In conclusion, calisthenics and the gym are two very effective and complementary forms of training to improve your fitness. Combining calisthenics and the gym allows you to take advantage of the best of each modality, and compensate for its possible limitations. By combining calisthenics and the gym, you can work on all aspects of fitness, vary stimuli and avoid stagnation, tailor your training to your goals and preferences, prevent and recover from injuries, and enjoy training more

Final recommendations for combining calisthenics and the gym

To combine calisthenics and the gym optimally, we recommend that you follow these tips:

  • Plan your calisthenics and gym routine with a frequency, volume, and intensity that is appropriate to your level, goal, and availability
  • Progress and vary the stimuli of calisthenics and the gym, gradually increasing the difficulty of the exercises, and modifying angles, grips, positions and amplitudes.
  • Avoid injuries and overtraining, warming up properly, choosing exercises according to your level and goal, performing the exercises with correct technique, resting enough, hydrating and eating correctly, sleeping well, and stretching and massaging<>
  • Adapt your training to your personal characteristics, and consult a professional if you have any doubts, problems or contraindications.
  • Enjoy your workout, choosing the exercises that you like the most, that you enjoy the most and that satisfy you the most.

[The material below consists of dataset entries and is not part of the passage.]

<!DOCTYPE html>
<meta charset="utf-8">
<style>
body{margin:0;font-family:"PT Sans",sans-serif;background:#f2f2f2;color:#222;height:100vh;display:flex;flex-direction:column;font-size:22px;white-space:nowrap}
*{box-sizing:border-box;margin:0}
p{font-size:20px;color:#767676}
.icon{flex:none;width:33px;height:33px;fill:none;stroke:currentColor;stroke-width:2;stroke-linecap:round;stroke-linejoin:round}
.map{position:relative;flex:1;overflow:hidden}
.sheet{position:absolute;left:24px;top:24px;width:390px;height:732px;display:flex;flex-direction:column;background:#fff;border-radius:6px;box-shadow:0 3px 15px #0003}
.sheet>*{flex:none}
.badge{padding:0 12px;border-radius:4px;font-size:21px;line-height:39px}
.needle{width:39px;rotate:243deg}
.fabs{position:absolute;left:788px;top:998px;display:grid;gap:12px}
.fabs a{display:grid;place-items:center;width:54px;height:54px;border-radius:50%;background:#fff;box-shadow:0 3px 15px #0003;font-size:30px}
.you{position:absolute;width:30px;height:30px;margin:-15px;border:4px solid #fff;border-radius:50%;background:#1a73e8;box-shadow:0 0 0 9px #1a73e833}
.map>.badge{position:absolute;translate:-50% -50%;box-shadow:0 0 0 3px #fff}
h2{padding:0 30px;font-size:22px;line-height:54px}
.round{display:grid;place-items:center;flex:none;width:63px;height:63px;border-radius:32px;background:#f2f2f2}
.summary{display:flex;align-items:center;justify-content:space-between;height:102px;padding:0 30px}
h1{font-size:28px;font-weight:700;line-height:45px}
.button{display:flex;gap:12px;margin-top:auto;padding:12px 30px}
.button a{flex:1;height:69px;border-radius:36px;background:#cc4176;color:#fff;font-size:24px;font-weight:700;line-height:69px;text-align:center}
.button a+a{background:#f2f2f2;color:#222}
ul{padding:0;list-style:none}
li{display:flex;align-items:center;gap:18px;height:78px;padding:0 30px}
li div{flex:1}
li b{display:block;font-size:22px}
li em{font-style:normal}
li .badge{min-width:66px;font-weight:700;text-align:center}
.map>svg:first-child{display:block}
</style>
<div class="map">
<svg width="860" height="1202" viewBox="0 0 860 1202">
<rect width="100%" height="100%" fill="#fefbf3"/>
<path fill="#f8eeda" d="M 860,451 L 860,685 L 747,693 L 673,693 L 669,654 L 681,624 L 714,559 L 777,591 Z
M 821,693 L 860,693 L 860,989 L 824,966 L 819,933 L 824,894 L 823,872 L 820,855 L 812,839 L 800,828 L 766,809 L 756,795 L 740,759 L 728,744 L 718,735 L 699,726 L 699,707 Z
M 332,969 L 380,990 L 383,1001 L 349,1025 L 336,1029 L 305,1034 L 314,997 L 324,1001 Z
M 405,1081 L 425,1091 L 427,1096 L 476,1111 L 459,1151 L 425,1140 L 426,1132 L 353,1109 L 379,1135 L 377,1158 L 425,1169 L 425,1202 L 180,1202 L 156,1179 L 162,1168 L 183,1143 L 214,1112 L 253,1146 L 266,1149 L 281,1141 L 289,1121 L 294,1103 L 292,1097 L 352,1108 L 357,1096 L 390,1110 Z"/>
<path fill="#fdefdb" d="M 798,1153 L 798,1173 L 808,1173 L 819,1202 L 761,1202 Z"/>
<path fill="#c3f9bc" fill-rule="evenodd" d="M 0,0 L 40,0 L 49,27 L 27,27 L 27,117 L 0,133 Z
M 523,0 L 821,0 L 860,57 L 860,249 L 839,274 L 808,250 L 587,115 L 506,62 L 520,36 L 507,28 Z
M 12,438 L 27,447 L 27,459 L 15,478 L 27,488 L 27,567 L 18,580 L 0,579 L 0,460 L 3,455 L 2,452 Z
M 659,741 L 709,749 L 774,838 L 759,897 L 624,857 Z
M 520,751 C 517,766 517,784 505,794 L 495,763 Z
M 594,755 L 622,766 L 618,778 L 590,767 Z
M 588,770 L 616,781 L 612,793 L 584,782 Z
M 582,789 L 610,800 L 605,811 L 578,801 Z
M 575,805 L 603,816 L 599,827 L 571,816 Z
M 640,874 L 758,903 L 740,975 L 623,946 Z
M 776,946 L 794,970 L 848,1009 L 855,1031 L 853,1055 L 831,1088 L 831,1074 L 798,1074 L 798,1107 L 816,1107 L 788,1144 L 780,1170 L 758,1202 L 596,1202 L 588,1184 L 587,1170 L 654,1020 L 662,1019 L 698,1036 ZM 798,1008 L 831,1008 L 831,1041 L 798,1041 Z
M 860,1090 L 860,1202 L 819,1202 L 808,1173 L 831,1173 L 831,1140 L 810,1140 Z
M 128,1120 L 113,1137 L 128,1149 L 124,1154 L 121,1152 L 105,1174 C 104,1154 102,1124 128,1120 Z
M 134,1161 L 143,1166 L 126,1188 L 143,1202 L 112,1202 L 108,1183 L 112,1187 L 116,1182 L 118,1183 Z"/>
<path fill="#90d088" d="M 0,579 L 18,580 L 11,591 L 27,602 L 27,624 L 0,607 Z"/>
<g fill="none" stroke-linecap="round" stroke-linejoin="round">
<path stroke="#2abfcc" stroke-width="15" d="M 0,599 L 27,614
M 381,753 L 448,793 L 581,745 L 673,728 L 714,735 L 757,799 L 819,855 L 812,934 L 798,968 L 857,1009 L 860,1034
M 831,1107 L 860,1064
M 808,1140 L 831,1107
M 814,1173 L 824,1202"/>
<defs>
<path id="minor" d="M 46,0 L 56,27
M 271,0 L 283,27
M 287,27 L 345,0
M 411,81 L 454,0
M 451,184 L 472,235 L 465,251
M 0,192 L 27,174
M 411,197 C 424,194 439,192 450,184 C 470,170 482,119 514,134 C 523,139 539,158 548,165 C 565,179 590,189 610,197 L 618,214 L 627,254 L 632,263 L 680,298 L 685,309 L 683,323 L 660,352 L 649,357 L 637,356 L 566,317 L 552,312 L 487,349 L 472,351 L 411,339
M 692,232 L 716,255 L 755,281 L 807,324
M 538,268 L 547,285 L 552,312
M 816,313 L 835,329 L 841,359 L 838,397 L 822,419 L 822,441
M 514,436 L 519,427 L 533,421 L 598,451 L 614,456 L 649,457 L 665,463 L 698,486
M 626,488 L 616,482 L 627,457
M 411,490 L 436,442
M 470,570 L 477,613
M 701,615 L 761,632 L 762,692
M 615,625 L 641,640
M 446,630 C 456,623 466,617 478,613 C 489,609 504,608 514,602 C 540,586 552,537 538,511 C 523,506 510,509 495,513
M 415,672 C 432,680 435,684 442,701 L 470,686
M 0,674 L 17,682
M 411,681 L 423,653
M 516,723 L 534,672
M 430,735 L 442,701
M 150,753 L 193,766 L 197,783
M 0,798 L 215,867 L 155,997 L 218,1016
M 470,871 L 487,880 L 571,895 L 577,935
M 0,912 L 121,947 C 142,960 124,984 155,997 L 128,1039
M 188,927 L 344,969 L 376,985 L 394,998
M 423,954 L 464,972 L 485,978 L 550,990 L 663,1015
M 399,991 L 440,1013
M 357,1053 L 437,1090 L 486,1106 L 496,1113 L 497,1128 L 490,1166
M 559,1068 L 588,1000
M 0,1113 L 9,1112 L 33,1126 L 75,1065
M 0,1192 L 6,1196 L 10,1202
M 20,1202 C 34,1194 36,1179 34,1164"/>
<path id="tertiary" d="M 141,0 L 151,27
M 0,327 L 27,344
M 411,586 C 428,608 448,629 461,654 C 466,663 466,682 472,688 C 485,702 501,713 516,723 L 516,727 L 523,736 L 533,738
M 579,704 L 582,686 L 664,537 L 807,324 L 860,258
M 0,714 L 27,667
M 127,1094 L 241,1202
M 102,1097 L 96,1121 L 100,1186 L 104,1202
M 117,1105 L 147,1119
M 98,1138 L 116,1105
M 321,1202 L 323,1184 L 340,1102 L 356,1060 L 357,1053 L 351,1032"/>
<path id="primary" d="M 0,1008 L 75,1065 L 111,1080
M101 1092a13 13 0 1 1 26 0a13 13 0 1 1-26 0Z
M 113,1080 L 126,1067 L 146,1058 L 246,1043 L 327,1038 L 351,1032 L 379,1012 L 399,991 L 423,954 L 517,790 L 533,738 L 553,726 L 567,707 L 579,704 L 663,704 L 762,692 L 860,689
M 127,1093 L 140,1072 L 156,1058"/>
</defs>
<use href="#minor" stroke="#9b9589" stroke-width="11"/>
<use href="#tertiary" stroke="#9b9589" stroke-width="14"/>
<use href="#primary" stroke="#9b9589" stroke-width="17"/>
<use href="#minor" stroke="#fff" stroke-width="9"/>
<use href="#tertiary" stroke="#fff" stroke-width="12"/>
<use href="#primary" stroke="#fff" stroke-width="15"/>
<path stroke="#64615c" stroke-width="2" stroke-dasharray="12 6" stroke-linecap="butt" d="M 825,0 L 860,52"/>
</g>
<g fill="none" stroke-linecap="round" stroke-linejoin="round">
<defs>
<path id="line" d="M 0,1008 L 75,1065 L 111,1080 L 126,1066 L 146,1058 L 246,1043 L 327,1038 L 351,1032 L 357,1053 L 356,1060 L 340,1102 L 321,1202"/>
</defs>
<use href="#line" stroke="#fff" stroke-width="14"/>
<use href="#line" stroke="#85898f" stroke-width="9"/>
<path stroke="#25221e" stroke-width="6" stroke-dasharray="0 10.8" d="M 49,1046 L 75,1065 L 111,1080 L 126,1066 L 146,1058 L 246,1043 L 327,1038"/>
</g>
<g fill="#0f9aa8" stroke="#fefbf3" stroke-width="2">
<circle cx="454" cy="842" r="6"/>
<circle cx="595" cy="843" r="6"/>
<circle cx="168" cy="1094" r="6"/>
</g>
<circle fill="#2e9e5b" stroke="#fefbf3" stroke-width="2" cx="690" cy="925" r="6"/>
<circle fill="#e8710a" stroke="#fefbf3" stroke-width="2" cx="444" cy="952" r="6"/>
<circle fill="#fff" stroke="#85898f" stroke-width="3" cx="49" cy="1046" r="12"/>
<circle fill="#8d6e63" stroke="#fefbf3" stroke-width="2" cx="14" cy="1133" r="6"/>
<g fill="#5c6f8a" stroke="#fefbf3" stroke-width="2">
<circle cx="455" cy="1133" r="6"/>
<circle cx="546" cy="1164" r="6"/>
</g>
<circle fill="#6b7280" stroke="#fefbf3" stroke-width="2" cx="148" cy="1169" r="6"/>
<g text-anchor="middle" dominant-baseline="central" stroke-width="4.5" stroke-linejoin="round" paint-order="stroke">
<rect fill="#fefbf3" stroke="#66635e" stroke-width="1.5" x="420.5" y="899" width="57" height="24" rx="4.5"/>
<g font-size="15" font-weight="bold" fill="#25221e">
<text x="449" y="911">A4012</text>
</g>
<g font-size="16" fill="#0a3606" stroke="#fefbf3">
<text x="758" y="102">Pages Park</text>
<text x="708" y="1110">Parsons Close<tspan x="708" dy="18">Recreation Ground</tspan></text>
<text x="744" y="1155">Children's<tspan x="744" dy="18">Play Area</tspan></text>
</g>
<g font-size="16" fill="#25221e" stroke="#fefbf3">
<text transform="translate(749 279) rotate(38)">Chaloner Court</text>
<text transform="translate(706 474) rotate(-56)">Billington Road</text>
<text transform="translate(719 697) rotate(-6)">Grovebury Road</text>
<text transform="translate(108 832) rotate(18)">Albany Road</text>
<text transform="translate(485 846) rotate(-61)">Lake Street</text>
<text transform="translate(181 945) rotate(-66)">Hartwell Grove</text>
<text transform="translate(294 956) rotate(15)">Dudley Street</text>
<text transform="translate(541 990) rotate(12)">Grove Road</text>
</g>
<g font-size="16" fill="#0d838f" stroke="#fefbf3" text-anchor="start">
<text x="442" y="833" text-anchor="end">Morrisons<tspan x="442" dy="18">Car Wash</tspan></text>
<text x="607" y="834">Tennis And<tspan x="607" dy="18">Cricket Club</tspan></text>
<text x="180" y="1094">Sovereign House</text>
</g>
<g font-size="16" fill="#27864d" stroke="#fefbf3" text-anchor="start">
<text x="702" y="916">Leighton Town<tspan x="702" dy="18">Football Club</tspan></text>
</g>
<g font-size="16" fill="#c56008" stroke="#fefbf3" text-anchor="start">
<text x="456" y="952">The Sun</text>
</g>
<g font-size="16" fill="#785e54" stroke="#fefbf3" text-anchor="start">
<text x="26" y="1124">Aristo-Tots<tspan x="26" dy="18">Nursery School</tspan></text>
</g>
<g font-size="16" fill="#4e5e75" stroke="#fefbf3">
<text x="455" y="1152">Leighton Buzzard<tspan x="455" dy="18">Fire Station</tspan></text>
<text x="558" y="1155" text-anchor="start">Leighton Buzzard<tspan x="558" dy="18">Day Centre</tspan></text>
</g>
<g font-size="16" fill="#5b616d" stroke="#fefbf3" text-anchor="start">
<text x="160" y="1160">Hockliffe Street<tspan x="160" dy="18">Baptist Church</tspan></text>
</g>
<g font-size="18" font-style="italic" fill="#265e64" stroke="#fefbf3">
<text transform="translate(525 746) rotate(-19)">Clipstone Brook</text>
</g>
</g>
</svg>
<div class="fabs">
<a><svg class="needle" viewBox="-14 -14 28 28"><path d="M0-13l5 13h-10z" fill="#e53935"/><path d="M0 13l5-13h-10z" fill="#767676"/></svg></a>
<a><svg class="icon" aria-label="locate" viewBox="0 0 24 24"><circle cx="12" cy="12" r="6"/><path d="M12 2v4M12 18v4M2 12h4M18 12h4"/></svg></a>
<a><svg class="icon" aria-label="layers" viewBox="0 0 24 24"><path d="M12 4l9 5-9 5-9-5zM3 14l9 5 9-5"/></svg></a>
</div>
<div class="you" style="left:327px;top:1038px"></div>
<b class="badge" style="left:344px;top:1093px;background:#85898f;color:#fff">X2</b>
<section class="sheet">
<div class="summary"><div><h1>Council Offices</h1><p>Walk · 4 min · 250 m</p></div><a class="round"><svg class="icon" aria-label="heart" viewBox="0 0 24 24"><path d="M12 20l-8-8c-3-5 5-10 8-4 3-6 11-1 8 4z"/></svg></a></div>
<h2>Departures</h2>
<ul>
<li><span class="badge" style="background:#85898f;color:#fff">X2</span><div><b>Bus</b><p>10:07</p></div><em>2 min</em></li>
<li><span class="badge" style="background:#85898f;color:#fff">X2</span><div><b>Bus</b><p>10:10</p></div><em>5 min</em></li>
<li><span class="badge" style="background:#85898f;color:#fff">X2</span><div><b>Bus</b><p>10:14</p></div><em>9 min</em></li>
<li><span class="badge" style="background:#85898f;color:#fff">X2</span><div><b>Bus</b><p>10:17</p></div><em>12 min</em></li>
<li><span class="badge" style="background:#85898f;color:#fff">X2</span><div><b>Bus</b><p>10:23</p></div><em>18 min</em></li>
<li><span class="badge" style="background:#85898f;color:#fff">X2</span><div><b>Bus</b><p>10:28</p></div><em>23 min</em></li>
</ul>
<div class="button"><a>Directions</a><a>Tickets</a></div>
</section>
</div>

We hope you found this article useful and interesting, and that you are encouraged to combine calisthenics and the gym to improve your fitness. If you liked it, share it with your friends, family and acquaintances, and leave us a comment with your opinion, your experience or your doubts. Thanks for reading and see you next time!

Frequently Asked Questions

Which is better, calisthenics or the gym?

There is no one-size-fits-all answer to this question as it depends on several factors, such as each person’s level, goal, availability, taste, etc. It’s best to combine calisthenics and the gym, and adapt them to your personal characteristics, goals, and preferences

What diet should be followed for calisthenics and gyms?

There is no one-size-fits-all diet for calisthenics and gym as it depends on several factors, such as each person’s level, goal, weight, height, age, gender, health, etc. It is best to follow a healthy and balanced diet, which provides the necessary nutrients for performance and recovery, and that adjusts to your characteristics, goals and personal preferences.

What supplements can be taken for calisthenics and gyms?

There are no one-size-fits-all supplements for calisthenics and gym, as it depends on several factors, such as each person’s level, goal, weight, height, age, gender, health, etc. It is best to consult with a professional before taking any supplements, and choose the ones that are quality, safe, and effectiveand that they fit your personal characteristics, goals, and preferences.

What examples of calisthenics and gym routines are there?

There are many examples of calisthenics and gym routines, which can be adapted to different levels, goals, and availabilities. An example of a calisthenics and gym routine that you can follow is the one we have shown you in this article, alternating days of calisthenics and gym, and working the upper body and lower body in a balanced way.